What would it be like to live in the town designed by a company known for fairy tales and adorable cartoon characters? Well, it's not exactly what you would expect.

The Disney corporation built Celebration, Florida, one of the largest planned communities in North America, to be an ideal neighbourhood. Beautiful green spaces and lakeside views would be public spaces to be enjoyed by all, children would have spacious parks as their playground, and there would be an active community life.

For a year, Andrew Ross, professor and director of the American studies program at New York University, lived in the town that Disney built. Ross spent his sabbatical there, and has published a book, Celebration Chronicles: Life, Liberty and the Pursuit of Happiness in Disneys New Town.

The town is not littered with Disney souvenirs. In fact, Ross points out, "Celebration is probably the only place in central Florida where you cannot buy a Mickey Mouse T-shirt. If you didn't know it was a Disney town already, you would be hard put to figure that out."

The town's design incorporates elements of the latest urban planning ideas, making it more environment-friendly than the typical suburb. It is fairly high-density, with small lots, a mixture of incomes, pedestrian-friendly streets and community-oriented development.

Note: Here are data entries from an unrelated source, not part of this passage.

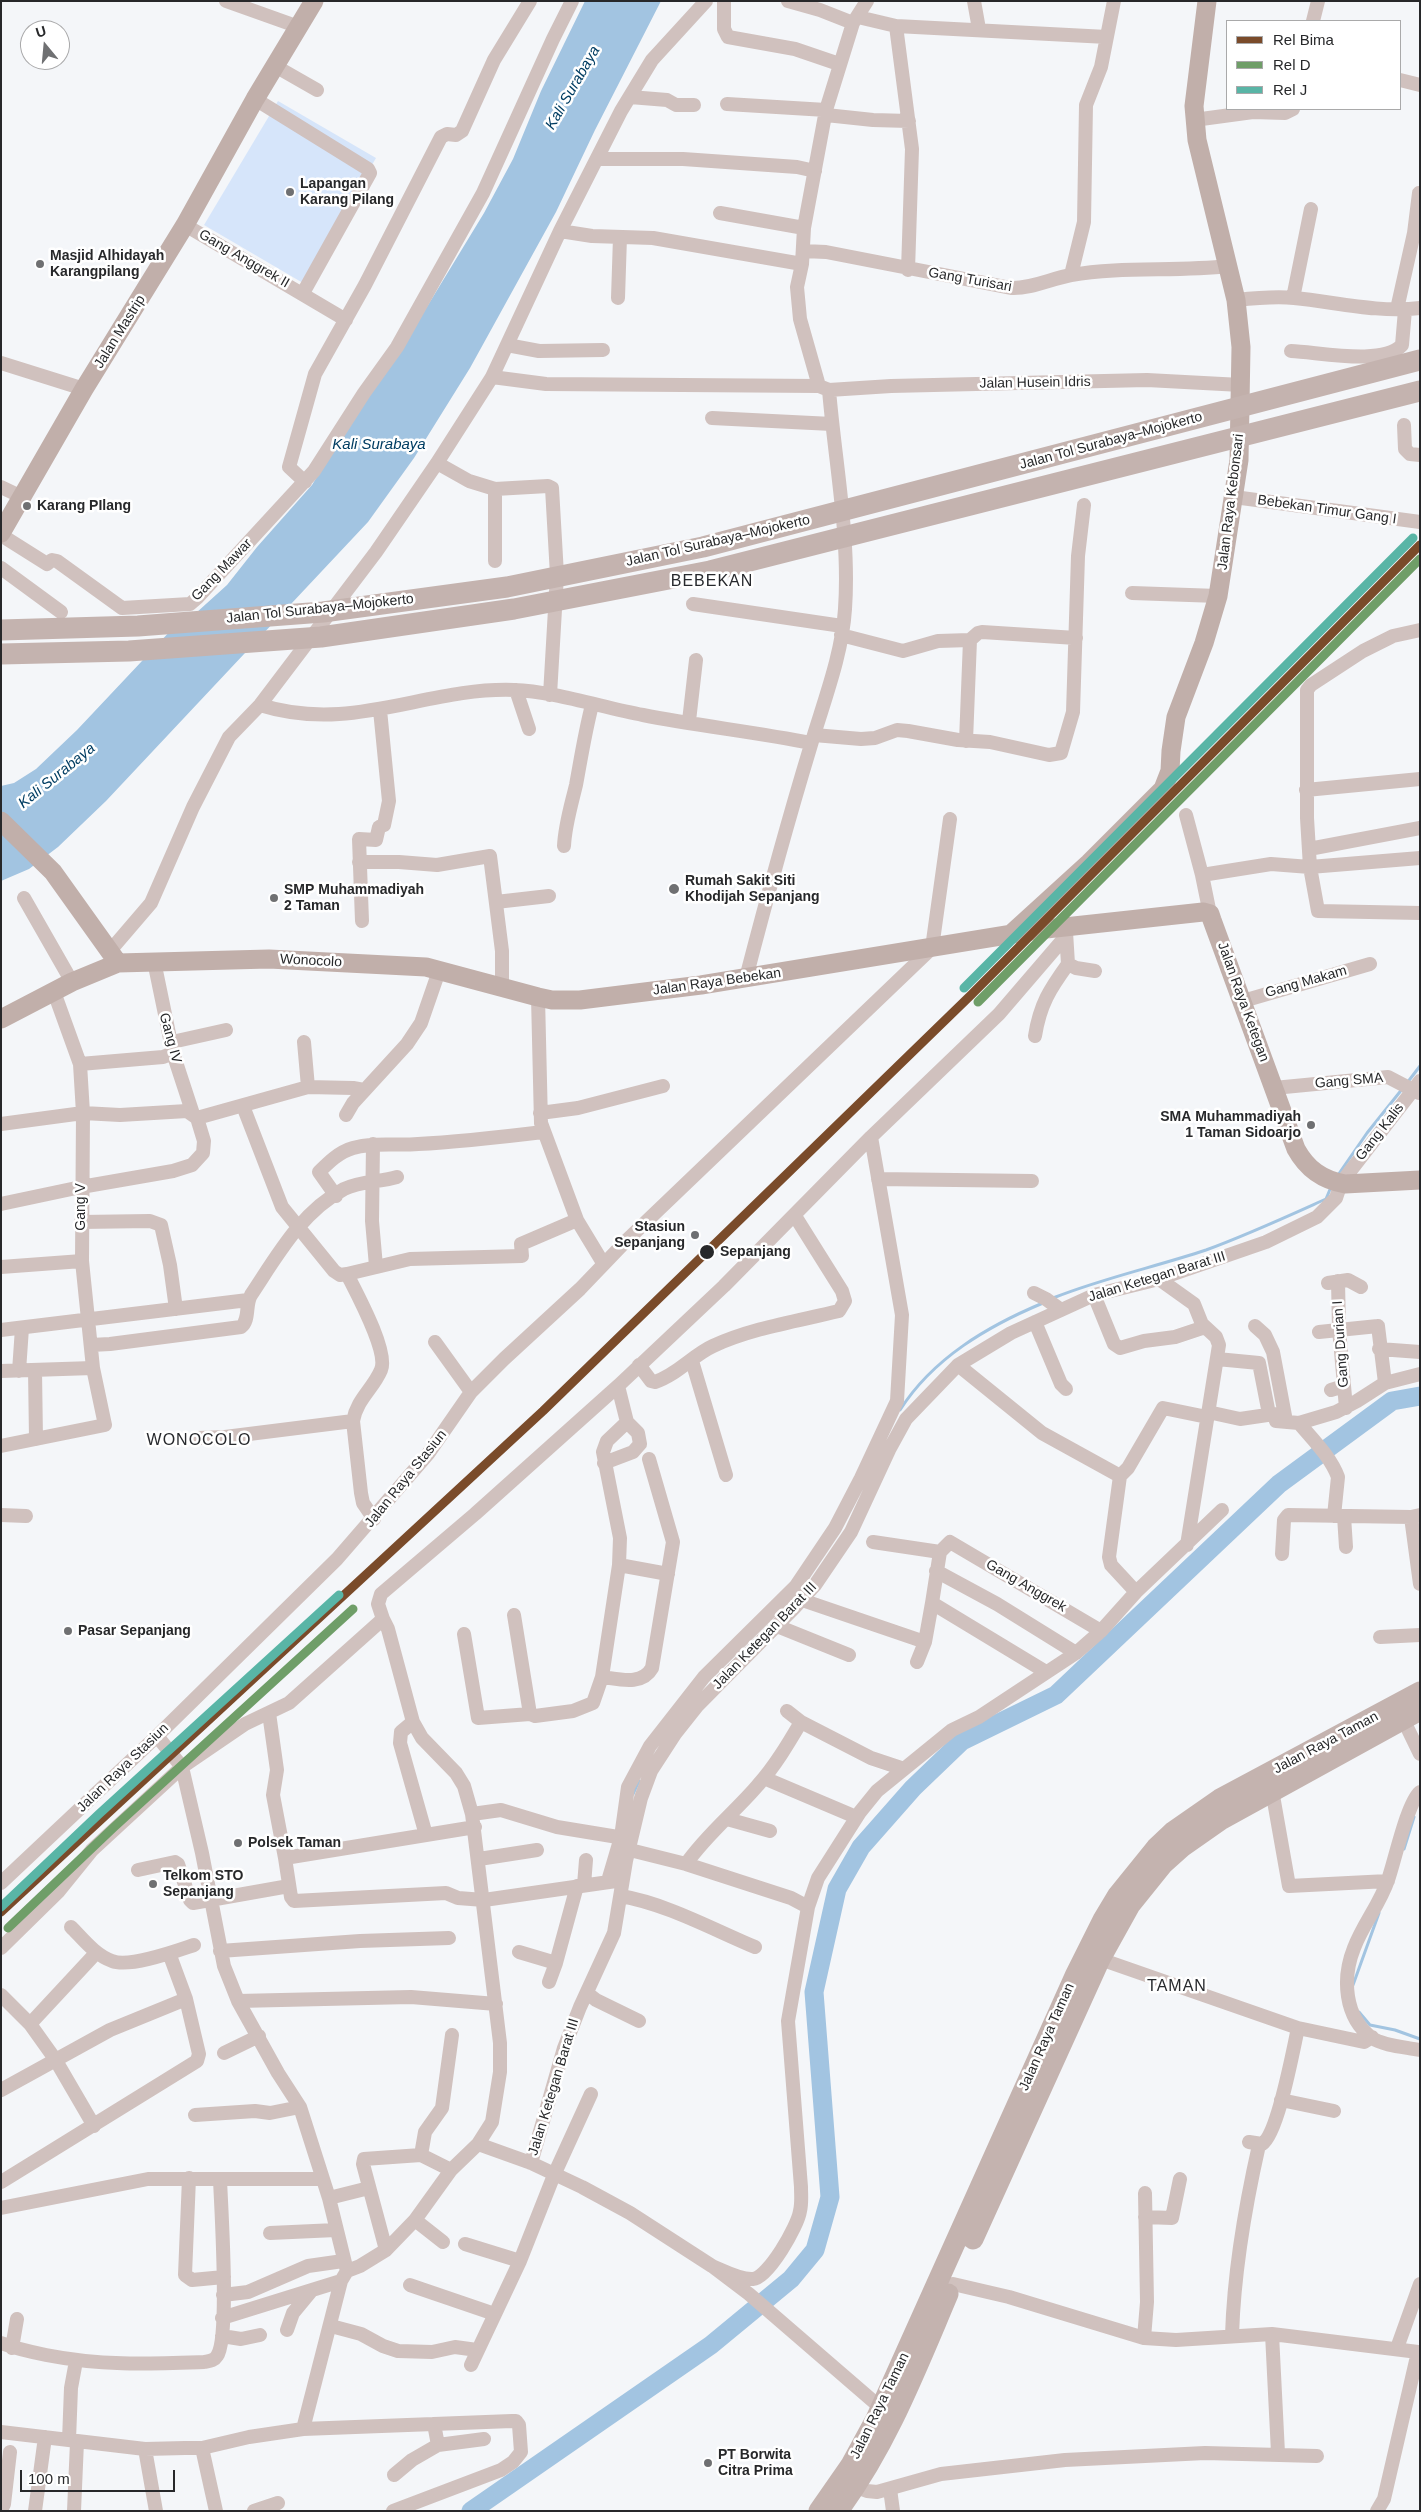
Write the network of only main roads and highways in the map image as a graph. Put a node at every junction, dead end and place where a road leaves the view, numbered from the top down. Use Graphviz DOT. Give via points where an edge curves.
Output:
graph roads {
  1 [pos="314,1"];
  2 [pos="1207,1"];
  3 [pos="1420,360"];
  4 [pos="1420,391"];
  5 [pos="1,534"];
  6 [pos="1,630"];
  7 [pos="1,654"];
  8 [pos="1,821"];
  9 [pos="1008,934"];
  10 [pos="114,957"];
  11 [pos="502,987"];
  12 [pos="1,1019"];
  13 [pos="1420,1180"];
  14 [pos="1420,1692"];
  15 [pos="1411,1714"];
  16 [pos="841,2509"];
  17 [pos="819,2511"];
  1 -- 5 [label="main road, Jalan Mastrip"];
  2 -- 9 [label="main road, Jalan Raya Kebonsari" via="1194,120 1236,300 1241,385 1239,460 1218,596 1176,717 1170,771 1163,790 1089,863"];
  3 -- 6 [label="highway, Jalan Tol Surabaya–Mojokerto, bridge" via="713,544 508,587 323,612 138,626"];
  4 -- 7 [label="highway, Jalan Tol Surabaya–Mojokerto, bridge" via="710,571 514,609 321,637 129,651"];
  8 -- 10 [label="main road" via="53,872"];
  9 -- 11 [label="main road, Jalan Raya Bebekan" via="746,978 580,1000 552,1000"];
  9 -- 13 [label="main road, Jalan Raya Ketegan" via="1066,932 1203,912 1210,914 1301,1158 1314,1172 1335,1181"];
  10 -- 11 [label="main road, Wonocolo" via="154,961 269,958 426,967"];
  10 -- 12 [label="main road, Wonocolo"];
  14 -- 17 [label="highway, Jalan Raya Taman" via="1197,1814 1156,1848 1118,1895 1075,1976 881,2408 851,2465"];
  15 -- 16 [label="highway, Jalan Raya Taman" via="1205,1829 1163,1864 1130,1905 1100,1959 889,2430"];
}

"There were a lot of rumours in the town. People tell stories about environments they care about, so I took it as a good sign. The rotunda of the post office was rumoured to be the top of a subterranean nuclear power facility."

Another civic building features a tower where the outdoor staircase mysteriously ends halfway up to the top. Some people in Celebration claim that Walt Disney's body is buried at the top. Others say that only his head is buried at the top of the tower.

Celebration's residents are, "mostly white late-boomer parents with three or four kids, a lot of them affluent downshifters who wanted to bring up their kids in a children-friendly environment."

Celebration's public school was designed to attract these families by bringing together some of the most progressive elements of curriculum all in one place. Ross found that the school was the centre of controversy in Celebration.

"It was the site of a battle of wills between relatively affluent townsfolk and fairly low-paid public school teachers from the Asceola County region. A lot of the parents who had moved there were pretty well educated, and felt that their own ideas about education were superior to those of the public school teachers."

"One of the most discouraging experiences of my stay was to watch as parents, for the most part, grew dissatisfied with the school. A critical mass proved crucial in persuading the school administrators to move the school away from its original mission, and I watched as a lot of school teachers were fired or left."

Ross has a theory that many of the people who moved to Celebration were Disneyphiles who were used to getting high satisfaction as Disney customers during their vacations. "People continued to have those consumerist-type demands, and they weren't the type of demands that were very easily met by the town's public institutions, least of all the public school."

Ross says that the ultimate challenge for the community will be to see if they can use their sense of community activism to do outreach to their [Osceola County] neighbours who are less privileged than they are, to see if they can become good neighbours to those who are outside Celebration's property line.

Ross's lecture was sponsored by the Department of Communication Studies.